Добравшись до "дома", то есть до квартиры Рахитова, Годдарт немедленно отпорол подкладку, обработал ее специальным составом, и в одном месте на материи четко проступили столбики цифр. Расшифровав приказ Грина, Годдарт долго сидел в глубокой задумчивости. Указание приступить к делу, которое он с таким нетерпением ждал, повергло его в недоумение и основательно напугало. Он давно знал: начинать придется с Ландышева - и еще до перехода советской границы был осведомлен, с чего придется начинать, - Харвуд оказался не дурак, он не очень-то верил в то, что Можайцев безропотно будет иссушать свой мозг на потребу Прайса, и запасся, как ему казалось, убедительным аргументом, с помощью которого надеялся воздействовать на изобретателя. Однако обстоятельства неожиданно коренным образом изменились, и теперь эти "аргументы", вместо того чтобы помочь Харвуду шантажировать Можайцева, должны были обеспечить успех в операции против инженера Ландышева.

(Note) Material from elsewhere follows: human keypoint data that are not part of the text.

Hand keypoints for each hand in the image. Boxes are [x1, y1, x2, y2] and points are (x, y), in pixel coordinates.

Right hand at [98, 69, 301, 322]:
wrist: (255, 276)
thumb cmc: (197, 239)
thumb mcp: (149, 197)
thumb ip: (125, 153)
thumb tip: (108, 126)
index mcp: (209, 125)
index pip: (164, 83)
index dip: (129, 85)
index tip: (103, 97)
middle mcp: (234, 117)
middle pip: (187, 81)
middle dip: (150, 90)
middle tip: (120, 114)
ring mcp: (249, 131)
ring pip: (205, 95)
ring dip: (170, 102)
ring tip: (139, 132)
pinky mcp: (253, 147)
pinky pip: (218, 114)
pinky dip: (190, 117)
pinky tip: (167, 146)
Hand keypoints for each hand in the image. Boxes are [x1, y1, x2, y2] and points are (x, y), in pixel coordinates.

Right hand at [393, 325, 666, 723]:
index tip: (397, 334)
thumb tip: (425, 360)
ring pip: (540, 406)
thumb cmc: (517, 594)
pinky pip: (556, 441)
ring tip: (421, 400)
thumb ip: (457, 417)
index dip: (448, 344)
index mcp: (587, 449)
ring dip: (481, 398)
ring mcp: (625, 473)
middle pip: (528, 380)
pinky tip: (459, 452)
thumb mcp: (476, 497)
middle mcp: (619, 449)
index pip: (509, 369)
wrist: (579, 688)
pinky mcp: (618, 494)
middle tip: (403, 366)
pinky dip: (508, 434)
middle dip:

Харвуд, по мнению Годдарта, оказался вдвойне провидцем, и это счастливое обстоятельство избавляло его, Годдарта, от необходимости самому придумывать подходы к Ландышеву. Все представлялось весьма просто - получив долгожданный сигнал действовать, он тотчас разыщет актрису Оксану Орленко, и все будет в порядке, она выполнит любой приказ, ей отступать некуда. С такой мыслью Годдарт давно сжился. Однако в этот план Грин почему-то внес дополнение: прежде чем встретиться с артисткой и попытаться принудить ее к выполнению задания Харвуда, Годдарту предписывалось установить контакт, встретиться лично с агентом по кличке Джим и обеспечить себе его помощь. Затем последовало новое указание - к Орленко подобраться через Джима, а не непосредственно.

Годдарт не на шутку встревожился. Кто мог поручиться, что этот проклятый Джим не изменился и не стал известен чекистам? Как Грин мог ручаться, что тот не провалился и не попал под наблюдение чекистов? Почему именно он должен пойти на встречу с Орленко? Стало быть, Грин заранее сомневался в том, что Годдарту удастся самому завербовать жену инженера Ландышева… Но почему? Какие у Грина основания не доверять ему? Черт возьми, ему-то хорошо отсиживаться в припасенной для него норе и отдавать непродуманные приказы. Встреча с каждым лишним человеком грозит лже-Егорову большой опасностью, и идти очертя голову на свидание с агентом, не будучи уверенным даже в необходимости этого знакомства, он просто не мог.